Further interfering with recognition of this disorder, hyperventilation often occurs in the setting of other widespread somatic complaints lacking physical findings, and given various names such as somatoform or psychosomatic disorders, or presumed physical conditions such as fibromyalgia or chronic fatigue syndrome, which often include overlapping features of anxiety, depression, fatigue and unexplained pains, and might be best classified under one heading such as somatic symptom disorder [9].

Acknowledging the possibility of hyperventilation, the examiner should then instruct the patient to breathe as deeply and as rapidly as possible, preferably in the upright sitting position, for at least two or three minutes, or at least until some discomfort appears that includes numbness and tingling and/or a sensation of dizziness. A more subtle approach is to instruct the patient to continue breathing deeply for 1-3 minutes during auscultation of the chest. If the patient responds affirmatively when asked if the resulting sensations are similar or identical to any of those accompanying the spells, then the diagnosis is either confirmed or strongly suspected. Further confirmation can be accomplished by explaining to the patient the effects of hyperventilation, together with how to control and suppress symptoms through breath-holding. More support can be accomplished at home by instructing the patient to reproduce the various experienced symptoms intentionally by rapid breathing and then terminating them with breath holding. Relieving symptoms through re-breathing into a paper bag has been suggested, but, in my opinion, is usually not required. If subsequent attacks are eliminated by these simple measures, the diagnosis is confirmed I have noticed, however, that, especially in cases in which symptoms have been present for a long time, acceptance and control may be difficult, possibly owing to a deeply ingrained pattern of behavior, and in some cases, possibly owing to hoped for disability judgments or attention gained from family or friends. Also, for uncertain reasons, chest pain often occurring during the attacks may not be reproduced promptly by the rapid breathing manoeuvre. When necessary, a cardiac origin of such pain can usually be excluded by appropriate testing. In such cases, breath control and/or simple reassurance may be all that is required to minimize or eliminate pain and reduce superimposed anxiety.

The diagnosis of panic disorder offers a special challenge: “Panic attacks,” according to the criteria listed in the current psychiatric handbook [10] include, among others the following features: trembling or shaking, sensations of shortness of breath or being smothered feeling of choking, chest pain or discomfort, feeling dizzy, unsteady, lightheaded, or faint, chills or hot flashes, and paresthesias (numbness or tingling sensations), chills or hot flashes, and palpitations, and/or accelerated heart rate.
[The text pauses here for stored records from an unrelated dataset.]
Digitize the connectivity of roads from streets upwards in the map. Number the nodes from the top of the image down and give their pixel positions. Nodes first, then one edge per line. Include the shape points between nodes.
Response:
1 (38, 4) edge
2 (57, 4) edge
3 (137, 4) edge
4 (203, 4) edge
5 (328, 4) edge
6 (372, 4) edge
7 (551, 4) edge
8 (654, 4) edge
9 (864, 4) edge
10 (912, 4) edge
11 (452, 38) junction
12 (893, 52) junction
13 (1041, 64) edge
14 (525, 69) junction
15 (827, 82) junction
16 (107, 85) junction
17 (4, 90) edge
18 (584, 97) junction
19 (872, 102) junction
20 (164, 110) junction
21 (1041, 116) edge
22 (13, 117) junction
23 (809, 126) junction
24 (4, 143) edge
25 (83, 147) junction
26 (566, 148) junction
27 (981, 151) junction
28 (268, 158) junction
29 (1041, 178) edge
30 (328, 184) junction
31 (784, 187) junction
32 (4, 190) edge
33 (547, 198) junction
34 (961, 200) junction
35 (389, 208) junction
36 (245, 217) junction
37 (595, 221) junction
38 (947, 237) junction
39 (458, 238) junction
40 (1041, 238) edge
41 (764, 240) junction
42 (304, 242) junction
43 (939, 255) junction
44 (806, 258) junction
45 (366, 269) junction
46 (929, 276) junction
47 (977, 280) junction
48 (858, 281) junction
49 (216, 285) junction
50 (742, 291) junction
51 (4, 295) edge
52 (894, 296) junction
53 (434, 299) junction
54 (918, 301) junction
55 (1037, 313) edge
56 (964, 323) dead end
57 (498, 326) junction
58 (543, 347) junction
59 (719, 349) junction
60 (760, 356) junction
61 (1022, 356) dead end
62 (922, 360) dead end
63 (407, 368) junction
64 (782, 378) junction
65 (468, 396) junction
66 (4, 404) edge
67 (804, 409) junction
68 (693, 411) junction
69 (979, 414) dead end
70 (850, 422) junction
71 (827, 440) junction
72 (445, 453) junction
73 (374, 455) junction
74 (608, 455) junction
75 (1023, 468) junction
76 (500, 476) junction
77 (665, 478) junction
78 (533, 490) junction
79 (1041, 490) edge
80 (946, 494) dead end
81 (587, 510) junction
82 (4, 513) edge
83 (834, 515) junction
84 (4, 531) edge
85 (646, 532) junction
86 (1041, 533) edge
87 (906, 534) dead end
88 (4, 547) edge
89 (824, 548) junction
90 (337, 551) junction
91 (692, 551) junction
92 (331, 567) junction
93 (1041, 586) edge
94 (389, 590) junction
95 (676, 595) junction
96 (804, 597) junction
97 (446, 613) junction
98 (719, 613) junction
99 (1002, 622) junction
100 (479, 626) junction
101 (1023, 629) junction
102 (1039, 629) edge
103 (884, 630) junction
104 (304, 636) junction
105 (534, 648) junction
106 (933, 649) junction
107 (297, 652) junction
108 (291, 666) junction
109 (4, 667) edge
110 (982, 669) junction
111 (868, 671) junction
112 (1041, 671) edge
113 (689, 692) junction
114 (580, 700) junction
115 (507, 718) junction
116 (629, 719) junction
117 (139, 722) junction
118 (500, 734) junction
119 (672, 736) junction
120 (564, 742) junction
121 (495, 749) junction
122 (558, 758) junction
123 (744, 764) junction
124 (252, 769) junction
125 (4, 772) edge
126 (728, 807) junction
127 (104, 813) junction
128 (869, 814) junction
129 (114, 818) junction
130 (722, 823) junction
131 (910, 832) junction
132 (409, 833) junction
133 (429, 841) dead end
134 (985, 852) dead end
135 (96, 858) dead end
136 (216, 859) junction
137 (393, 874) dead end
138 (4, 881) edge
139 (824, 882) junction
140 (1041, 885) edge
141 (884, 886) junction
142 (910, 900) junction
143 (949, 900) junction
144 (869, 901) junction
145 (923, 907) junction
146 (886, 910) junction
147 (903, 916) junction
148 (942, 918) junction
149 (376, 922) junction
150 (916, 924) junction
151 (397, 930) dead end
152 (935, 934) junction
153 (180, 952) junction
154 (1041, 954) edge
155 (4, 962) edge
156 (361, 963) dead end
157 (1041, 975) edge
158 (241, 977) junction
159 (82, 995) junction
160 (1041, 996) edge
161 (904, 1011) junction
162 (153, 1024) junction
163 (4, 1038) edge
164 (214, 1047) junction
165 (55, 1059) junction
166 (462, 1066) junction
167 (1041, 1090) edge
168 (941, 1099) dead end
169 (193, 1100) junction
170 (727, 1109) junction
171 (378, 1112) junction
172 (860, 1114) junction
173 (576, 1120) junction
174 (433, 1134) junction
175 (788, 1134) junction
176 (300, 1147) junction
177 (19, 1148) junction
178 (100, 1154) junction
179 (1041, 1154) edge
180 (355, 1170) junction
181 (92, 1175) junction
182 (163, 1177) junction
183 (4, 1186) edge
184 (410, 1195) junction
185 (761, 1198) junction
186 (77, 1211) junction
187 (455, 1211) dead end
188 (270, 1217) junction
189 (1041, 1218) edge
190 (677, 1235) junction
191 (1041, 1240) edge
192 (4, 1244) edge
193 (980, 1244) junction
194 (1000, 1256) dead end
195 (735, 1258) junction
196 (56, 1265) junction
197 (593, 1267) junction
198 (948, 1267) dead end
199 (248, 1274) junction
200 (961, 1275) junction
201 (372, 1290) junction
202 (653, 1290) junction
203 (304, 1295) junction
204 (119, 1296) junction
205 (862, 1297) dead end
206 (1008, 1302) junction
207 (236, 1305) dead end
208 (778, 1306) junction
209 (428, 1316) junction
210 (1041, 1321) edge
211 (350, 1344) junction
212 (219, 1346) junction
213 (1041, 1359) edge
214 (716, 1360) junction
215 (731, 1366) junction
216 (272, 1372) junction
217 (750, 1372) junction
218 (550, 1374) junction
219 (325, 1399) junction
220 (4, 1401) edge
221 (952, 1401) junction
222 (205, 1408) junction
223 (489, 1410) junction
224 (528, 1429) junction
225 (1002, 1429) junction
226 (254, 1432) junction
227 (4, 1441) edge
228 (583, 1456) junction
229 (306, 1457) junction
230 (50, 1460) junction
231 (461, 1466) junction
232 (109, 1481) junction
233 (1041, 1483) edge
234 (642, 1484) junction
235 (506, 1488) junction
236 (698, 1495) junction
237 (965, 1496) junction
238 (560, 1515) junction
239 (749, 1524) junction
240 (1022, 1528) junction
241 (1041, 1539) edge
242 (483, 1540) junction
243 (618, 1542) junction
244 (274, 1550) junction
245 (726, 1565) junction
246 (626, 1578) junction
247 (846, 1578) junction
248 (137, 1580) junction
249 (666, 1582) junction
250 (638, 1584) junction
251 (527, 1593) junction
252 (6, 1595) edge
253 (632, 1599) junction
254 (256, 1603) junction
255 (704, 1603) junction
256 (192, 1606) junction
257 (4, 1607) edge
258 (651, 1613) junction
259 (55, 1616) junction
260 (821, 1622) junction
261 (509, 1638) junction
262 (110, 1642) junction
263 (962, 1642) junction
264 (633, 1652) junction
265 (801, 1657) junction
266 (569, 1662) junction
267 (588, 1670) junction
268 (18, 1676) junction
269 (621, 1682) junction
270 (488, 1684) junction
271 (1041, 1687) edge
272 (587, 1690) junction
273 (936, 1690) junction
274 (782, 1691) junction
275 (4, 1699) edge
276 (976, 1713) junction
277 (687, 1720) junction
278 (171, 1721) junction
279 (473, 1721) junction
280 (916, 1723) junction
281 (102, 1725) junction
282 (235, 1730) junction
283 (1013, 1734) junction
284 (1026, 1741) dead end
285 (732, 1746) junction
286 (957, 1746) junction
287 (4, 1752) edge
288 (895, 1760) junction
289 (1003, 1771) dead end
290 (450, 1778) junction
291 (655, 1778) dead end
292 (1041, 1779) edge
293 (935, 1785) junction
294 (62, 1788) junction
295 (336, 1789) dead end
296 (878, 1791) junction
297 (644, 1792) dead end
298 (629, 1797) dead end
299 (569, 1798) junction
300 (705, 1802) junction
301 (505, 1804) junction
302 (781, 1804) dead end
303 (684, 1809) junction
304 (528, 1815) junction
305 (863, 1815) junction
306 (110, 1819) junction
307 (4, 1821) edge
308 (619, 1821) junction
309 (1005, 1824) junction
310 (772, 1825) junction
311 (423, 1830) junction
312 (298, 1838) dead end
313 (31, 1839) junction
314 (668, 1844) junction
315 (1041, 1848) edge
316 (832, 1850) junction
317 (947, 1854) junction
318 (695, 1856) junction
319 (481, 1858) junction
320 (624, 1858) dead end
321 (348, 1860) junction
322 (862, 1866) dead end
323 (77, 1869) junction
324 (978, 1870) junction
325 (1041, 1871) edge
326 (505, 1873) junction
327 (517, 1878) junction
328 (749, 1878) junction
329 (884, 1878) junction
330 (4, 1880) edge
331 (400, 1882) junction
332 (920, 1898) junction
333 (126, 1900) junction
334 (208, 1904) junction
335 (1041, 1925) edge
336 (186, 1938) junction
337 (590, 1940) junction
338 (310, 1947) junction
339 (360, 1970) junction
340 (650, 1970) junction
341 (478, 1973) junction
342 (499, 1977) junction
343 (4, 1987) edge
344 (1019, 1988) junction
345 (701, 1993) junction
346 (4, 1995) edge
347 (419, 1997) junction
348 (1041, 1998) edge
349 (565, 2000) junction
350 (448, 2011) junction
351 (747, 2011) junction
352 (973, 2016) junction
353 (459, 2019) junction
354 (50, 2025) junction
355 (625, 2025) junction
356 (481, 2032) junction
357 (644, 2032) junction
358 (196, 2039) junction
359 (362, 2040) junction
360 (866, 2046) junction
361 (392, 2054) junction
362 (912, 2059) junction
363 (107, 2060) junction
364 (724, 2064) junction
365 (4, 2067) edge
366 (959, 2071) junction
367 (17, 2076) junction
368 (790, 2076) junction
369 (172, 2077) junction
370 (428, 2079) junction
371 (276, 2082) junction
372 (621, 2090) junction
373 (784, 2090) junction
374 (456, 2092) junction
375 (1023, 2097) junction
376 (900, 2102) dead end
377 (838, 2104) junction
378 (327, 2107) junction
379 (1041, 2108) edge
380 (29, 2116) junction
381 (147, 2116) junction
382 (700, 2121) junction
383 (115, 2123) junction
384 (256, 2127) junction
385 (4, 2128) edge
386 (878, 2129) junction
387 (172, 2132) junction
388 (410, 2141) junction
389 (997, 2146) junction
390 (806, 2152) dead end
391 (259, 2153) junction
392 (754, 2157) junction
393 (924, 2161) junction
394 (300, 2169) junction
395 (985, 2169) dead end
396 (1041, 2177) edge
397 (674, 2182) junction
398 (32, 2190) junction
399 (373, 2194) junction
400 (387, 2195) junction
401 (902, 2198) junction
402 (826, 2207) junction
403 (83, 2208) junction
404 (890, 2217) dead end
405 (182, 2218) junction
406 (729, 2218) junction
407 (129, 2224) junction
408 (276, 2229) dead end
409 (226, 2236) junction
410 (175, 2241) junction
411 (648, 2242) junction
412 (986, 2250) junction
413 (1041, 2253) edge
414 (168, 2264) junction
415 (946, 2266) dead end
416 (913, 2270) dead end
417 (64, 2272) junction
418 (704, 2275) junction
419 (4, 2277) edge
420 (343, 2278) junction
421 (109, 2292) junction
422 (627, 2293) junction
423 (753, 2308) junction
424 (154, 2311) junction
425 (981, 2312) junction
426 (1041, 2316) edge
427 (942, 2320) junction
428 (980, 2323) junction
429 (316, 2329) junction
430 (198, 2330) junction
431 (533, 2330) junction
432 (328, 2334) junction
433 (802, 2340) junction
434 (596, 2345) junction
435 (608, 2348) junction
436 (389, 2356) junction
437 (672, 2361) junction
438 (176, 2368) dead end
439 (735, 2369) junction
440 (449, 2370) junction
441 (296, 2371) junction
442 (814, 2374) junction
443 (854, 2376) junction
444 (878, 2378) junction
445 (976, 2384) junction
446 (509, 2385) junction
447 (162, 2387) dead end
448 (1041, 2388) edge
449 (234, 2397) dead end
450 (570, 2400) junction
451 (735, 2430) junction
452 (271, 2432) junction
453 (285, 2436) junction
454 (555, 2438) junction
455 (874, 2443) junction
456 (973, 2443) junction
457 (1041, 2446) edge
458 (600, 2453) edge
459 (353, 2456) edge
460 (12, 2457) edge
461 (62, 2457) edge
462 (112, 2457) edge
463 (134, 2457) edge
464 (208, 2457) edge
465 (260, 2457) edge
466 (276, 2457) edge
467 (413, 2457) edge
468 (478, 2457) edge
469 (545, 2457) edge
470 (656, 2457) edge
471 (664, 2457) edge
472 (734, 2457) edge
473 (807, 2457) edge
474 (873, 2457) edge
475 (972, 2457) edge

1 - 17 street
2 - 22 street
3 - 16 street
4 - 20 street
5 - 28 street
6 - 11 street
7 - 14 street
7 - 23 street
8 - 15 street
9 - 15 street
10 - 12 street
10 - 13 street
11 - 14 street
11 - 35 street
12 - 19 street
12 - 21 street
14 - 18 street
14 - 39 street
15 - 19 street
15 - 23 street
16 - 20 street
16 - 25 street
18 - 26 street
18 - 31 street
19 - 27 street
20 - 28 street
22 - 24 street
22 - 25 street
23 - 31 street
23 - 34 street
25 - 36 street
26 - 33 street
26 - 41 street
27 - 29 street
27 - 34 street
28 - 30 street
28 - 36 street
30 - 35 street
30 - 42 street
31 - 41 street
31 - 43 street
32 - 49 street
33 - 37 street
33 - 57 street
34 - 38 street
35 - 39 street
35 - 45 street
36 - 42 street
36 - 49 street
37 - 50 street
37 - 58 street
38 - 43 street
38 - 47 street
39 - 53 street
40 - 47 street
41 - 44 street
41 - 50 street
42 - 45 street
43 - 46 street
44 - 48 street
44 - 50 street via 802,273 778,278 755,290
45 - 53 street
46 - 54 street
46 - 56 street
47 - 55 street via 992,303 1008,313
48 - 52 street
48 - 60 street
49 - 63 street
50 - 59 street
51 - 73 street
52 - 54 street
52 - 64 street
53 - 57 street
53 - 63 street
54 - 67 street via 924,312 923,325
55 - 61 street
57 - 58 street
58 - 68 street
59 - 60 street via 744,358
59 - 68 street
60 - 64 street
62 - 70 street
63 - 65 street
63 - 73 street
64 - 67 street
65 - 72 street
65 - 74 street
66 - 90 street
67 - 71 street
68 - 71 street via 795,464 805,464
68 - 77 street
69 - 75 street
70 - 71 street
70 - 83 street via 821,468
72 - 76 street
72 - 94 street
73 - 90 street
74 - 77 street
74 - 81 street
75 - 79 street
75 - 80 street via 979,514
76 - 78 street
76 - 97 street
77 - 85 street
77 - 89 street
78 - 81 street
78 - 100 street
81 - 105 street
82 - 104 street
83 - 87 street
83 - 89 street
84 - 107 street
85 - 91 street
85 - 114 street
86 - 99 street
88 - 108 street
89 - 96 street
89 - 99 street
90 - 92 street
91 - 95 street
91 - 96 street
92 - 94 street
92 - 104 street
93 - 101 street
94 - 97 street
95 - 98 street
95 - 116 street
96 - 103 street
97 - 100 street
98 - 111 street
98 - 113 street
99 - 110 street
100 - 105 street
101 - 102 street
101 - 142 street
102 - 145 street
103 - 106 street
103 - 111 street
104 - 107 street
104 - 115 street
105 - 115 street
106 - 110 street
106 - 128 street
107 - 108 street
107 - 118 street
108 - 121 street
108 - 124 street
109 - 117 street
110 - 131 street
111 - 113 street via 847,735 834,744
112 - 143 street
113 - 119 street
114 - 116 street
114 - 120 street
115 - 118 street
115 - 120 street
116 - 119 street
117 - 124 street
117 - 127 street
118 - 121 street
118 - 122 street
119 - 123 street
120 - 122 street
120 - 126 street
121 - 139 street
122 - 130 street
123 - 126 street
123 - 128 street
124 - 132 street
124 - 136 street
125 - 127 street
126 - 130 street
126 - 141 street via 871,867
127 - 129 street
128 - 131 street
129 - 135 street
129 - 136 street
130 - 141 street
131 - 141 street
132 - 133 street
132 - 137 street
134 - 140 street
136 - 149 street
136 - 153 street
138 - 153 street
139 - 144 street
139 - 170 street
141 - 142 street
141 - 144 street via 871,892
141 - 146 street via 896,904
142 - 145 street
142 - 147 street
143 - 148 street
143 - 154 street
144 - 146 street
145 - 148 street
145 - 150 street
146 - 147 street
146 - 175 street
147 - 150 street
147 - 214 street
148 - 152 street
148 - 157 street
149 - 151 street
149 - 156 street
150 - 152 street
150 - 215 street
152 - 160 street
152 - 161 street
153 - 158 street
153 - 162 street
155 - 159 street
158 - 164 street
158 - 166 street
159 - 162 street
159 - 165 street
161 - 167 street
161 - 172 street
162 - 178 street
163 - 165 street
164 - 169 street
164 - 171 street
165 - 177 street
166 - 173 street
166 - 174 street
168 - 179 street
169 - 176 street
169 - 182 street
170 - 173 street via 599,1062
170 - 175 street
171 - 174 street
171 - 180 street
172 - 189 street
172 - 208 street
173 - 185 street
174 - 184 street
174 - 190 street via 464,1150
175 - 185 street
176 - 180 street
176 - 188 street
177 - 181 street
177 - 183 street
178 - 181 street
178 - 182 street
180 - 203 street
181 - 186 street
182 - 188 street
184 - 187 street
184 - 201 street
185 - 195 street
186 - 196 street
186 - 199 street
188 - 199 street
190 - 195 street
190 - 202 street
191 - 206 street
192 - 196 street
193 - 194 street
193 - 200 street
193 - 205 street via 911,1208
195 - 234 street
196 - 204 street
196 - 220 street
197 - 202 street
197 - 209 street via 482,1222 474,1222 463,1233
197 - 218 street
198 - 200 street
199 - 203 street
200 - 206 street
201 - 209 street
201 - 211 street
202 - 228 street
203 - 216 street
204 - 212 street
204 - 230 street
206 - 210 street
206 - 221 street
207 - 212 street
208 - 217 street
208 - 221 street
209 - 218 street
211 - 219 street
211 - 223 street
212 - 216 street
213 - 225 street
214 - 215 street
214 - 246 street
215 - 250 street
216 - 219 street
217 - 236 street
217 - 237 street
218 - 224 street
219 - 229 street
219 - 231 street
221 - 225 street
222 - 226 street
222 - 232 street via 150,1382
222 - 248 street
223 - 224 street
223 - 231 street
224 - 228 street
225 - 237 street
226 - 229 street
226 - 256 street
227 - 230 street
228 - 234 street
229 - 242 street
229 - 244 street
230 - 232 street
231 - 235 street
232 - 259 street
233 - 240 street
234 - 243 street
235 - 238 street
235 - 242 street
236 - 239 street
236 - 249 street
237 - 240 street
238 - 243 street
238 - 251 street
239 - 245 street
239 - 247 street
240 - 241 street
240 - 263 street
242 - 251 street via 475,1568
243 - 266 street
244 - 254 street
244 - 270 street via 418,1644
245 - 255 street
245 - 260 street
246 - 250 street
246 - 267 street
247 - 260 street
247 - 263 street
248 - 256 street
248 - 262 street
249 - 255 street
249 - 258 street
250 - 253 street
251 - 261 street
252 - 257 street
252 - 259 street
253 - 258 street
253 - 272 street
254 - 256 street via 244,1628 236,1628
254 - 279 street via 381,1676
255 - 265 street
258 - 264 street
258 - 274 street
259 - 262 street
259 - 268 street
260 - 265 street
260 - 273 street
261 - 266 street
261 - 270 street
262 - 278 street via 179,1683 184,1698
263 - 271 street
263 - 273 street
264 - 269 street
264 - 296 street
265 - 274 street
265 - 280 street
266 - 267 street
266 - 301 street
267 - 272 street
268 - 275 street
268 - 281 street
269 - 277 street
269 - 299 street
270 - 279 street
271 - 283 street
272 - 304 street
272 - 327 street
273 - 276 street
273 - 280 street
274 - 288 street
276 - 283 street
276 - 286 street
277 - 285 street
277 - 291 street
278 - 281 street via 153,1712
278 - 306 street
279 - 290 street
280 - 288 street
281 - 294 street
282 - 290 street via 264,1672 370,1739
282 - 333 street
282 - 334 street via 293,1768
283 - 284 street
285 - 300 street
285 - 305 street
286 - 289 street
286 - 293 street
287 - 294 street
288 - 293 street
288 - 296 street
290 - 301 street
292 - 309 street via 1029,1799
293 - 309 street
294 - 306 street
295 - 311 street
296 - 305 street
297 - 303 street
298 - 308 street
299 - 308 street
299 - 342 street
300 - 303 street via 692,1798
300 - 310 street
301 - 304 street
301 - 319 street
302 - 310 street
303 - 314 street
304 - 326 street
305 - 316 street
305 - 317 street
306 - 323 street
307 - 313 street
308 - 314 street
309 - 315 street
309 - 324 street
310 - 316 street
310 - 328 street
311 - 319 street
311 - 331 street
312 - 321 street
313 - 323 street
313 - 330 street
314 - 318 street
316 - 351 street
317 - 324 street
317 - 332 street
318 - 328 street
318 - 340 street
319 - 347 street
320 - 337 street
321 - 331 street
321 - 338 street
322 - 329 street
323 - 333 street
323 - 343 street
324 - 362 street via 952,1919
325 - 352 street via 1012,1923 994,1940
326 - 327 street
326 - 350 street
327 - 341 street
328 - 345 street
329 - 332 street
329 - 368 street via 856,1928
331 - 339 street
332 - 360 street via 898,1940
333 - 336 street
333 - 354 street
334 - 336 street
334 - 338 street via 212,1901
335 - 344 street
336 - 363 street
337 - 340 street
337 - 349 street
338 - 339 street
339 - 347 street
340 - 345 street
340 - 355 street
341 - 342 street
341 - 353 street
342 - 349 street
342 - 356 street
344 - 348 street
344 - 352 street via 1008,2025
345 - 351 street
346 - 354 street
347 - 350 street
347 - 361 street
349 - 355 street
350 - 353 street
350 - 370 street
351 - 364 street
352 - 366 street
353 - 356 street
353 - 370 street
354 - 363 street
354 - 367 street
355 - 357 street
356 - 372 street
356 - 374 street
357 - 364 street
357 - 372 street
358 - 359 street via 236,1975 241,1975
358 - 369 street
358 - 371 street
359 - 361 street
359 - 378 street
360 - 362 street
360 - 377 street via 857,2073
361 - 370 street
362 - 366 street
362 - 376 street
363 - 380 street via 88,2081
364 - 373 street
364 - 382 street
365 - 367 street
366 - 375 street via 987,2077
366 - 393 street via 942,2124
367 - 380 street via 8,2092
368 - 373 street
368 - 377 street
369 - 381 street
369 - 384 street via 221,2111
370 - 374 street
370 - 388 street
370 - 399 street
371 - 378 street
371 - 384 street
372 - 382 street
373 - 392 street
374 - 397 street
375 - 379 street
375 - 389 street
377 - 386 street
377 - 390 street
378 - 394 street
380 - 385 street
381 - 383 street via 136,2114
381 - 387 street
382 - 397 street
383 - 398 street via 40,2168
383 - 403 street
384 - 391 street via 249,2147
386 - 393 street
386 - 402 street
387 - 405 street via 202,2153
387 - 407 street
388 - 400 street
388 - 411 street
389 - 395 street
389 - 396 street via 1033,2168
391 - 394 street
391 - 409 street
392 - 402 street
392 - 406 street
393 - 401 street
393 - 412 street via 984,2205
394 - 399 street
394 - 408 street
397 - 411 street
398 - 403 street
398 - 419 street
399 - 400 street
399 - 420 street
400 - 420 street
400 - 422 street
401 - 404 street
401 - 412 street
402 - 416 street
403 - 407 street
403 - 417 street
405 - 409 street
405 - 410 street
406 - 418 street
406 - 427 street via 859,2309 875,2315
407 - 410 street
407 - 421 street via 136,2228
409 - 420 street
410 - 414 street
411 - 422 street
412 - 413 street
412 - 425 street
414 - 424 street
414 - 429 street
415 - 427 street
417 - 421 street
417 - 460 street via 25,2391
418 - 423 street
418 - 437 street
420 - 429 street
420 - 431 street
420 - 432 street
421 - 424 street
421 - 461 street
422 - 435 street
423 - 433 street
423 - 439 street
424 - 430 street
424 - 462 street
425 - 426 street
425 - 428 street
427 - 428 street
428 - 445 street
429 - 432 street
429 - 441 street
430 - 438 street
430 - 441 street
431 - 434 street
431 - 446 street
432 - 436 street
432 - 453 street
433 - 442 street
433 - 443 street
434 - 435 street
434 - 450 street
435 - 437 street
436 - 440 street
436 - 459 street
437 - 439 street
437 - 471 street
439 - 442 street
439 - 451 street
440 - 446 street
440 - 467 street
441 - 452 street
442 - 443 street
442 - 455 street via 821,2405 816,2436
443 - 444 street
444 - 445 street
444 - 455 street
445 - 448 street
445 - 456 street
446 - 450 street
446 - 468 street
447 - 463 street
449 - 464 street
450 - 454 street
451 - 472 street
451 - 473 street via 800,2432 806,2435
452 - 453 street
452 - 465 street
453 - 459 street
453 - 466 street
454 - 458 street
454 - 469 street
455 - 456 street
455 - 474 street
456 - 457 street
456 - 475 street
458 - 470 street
Although these manifestations are listed as inherent to the panic disorder itself, they are identical to the typical features already cited for the hyperventilation syndrome. The fear and anxiety that initiate the panic response are often compounded by the unpleasant subjective complaints caused by the over breathing itself. This, in turn, further increases the fear and rapidity of ventilation, thus creating, in effect, a vicious cycle. By demonstrating the role played by the aggravating hyperventilation, the caregiver can interrupt this feedback cycle sufficiently to ameliorate, or even eliminate, the panic response itself. In order to accomplish this objective, however, this requires recognition that the breathing disorder is a major component of the panic state.

Conclusion

A wide variety of patients manifest features that strongly suggest the presence or contributory role of hyperventilation, but, unfortunately, this diagnosis is seldom considered. Thus provocative testing is seldom, if ever, performed and accurate diagnosis is never established. Those managing large general medical populations would be well advised to consider this diagnosis far more frequently. Various specialty groups would also benefit from such awareness. The results could be very gratifying to both patients and clinicians alike.